PROBLEM STATEMENT: The records are to be restated in their entirety, word for word.

*** Opening of DATA UNDER STUDY ***

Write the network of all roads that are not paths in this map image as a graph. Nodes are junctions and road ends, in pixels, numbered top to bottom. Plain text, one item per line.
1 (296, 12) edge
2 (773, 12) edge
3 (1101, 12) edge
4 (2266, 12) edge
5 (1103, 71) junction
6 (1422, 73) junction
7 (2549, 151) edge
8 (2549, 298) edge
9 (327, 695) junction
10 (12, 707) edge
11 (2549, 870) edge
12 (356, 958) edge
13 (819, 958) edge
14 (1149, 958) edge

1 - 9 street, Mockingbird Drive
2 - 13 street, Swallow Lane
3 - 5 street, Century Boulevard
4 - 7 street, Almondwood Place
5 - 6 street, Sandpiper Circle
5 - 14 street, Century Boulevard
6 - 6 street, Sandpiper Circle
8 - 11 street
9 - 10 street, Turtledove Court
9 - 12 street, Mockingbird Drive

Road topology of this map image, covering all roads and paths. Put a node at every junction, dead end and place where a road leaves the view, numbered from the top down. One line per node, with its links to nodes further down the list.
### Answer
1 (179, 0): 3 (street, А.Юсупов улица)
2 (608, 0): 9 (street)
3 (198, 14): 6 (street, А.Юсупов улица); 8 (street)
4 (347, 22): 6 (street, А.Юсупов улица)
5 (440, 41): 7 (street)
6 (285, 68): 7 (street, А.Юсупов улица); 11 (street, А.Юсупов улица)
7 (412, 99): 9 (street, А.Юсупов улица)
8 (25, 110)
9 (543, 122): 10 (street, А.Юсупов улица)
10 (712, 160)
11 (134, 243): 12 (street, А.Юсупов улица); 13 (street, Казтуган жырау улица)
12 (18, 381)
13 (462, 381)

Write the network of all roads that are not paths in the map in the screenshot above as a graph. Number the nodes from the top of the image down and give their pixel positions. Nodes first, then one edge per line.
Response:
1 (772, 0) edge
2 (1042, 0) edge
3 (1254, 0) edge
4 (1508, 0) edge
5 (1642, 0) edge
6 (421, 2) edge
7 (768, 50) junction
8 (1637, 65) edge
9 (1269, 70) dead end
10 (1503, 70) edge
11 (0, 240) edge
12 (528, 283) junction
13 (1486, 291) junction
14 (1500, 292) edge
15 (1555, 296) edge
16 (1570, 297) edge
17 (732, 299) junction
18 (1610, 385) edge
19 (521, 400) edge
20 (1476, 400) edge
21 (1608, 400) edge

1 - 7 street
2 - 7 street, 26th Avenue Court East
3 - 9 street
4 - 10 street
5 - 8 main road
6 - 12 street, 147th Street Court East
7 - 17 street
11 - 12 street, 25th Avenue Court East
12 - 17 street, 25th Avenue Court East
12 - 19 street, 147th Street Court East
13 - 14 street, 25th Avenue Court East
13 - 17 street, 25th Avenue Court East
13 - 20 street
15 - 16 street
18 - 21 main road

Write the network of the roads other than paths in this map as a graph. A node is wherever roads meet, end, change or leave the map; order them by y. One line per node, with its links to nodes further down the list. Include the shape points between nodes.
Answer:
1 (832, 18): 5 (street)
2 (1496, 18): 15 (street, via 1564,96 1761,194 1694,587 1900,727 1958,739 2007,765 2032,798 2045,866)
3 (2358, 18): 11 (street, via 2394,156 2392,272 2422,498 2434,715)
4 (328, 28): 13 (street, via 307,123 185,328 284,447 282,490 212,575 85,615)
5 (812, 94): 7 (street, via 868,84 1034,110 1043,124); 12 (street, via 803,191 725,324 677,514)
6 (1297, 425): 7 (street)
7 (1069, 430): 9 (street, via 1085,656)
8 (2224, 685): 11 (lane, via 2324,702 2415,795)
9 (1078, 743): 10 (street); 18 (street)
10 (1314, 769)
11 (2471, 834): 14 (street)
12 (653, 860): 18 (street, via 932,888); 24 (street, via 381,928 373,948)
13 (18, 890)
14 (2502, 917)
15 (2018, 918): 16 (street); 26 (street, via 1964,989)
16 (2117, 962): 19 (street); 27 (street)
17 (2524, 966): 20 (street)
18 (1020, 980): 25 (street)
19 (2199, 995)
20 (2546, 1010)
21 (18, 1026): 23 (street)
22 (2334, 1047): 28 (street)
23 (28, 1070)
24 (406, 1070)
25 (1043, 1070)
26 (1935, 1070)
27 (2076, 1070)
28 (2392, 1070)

*** Close of DATA UNDER STUDY ***

WORKED SOLUTION:
Write the network of all roads that are not paths in this map image as a graph. Nodes are junctions and road ends, in pixels, numbered top to bottom. Plain text, one item per line.
1 (296, 12) edge
2 (773, 12) edge
3 (1101, 12) edge
4 (2266, 12) edge
5 (1103, 71) junction
6 (1422, 73) junction
7 (2549, 151) edge
8 (2549, 298) edge
9 (327, 695) junction
10 (12, 707) edge
11 (2549, 870) edge
12 (356, 958) edge
13 (819, 958) edge
14 (1149, 958) edge

1 - 9 street, Mockingbird Drive
2 - 13 street, Swallow Lane
3 - 5 street, Century Boulevard
4 - 7 street, Almondwood Place
5 - 6 street, Sandpiper Circle
5 - 14 street, Century Boulevard
6 - 6 street, Sandpiper Circle
8 - 11 street
9 - 10 street, Turtledove Court
9 - 12 street, Mockingbird Drive

Road topology of this map image, covering all roads and paths. Put a node at every junction, dead end and place where a road leaves the view, numbered from the top down. One line per node, with its links to nodes further down the list.
### Answer
1 (179, 0): 3 (street, А.Юсупов улица)
2 (608, 0): 9 (street)
3 (198, 14): 6 (street, А.Юсупов улица); 8 (street)
4 (347, 22): 6 (street, А.Юсупов улица)
5 (440, 41): 7 (street)
6 (285, 68): 7 (street, А.Юсупов улица); 11 (street, А.Юсупов улица)
7 (412, 99): 9 (street, А.Юсупов улица)
8 (25, 110)
9 (543, 122): 10 (street, А.Юсупов улица)
10 (712, 160)
11 (134, 243): 12 (street, А.Юсупов улица); 13 (street, Казтуган жырау улица)
12 (18, 381)
13 (462, 381)

Write the network of all roads that are not paths in the map in the screenshot above as a graph. Number the nodes from the top of the image down and give their pixel positions. Nodes first, then one edge per line.
Response:
1 (772, 0) edge
2 (1042, 0) edge
3 (1254, 0) edge
4 (1508, 0) edge
5 (1642, 0) edge
6 (421, 2) edge
7 (768, 50) junction
8 (1637, 65) edge
9 (1269, 70) dead end
10 (1503, 70) edge
11 (0, 240) edge
12 (528, 283) junction
13 (1486, 291) junction
14 (1500, 292) edge
15 (1555, 296) edge
16 (1570, 297) edge
17 (732, 299) junction
18 (1610, 385) edge
19 (521, 400) edge
20 (1476, 400) edge
21 (1608, 400) edge

1 - 7 street
2 - 7 street, 26th Avenue Court East
3 - 9 street
4 - 10 street
5 - 8 main road
6 - 12 street, 147th Street Court East
7 - 17 street
11 - 12 street, 25th Avenue Court East
12 - 17 street, 25th Avenue Court East
12 - 19 street, 147th Street Court East
13 - 14 street, 25th Avenue Court East
13 - 17 street, 25th Avenue Court East
13 - 20 street
15 - 16 street
18 - 21 main road

Write the network of the roads other than paths in this map as a graph. A node is wherever roads meet, end, change or leave the map; order them by y. One line per node, with its links to nodes further down the list. Include the shape points between nodes.
Answer:
1 (832, 18): 5 (street)
2 (1496, 18): 15 (street, via 1564,96 1761,194 1694,587 1900,727 1958,739 2007,765 2032,798 2045,866)
3 (2358, 18): 11 (street, via 2394,156 2392,272 2422,498 2434,715)
4 (328, 28): 13 (street, via 307,123 185,328 284,447 282,490 212,575 85,615)
5 (812, 94): 7 (street, via 868,84 1034,110 1043,124); 12 (street, via 803,191 725,324 677,514)
6 (1297, 425): 7 (street)
7 (1069, 430): 9 (street, via 1085,656)
8 (2224, 685): 11 (lane, via 2324,702 2415,795)
9 (1078, 743): 10 (street); 18 (street)
10 (1314, 769)
11 (2471, 834): 14 (street)
12 (653, 860): 18 (street, via 932,888); 24 (street, via 381,928 373,948)
13 (18, 890)
14 (2502, 917)
15 (2018, 918): 16 (street); 26 (street, via 1964,989)
16 (2117, 962): 19 (street); 27 (street)
17 (2524, 966): 20 (street)
18 (1020, 980): 25 (street)
19 (2199, 995)
20 (2546, 1010)
21 (18, 1026): 23 (street)
22 (2334, 1047): 28 (street)
23 (28, 1070)
24 (406, 1070)
25 (1043, 1070)
26 (1935, 1070)
27 (2076, 1070)
28 (2392, 1070)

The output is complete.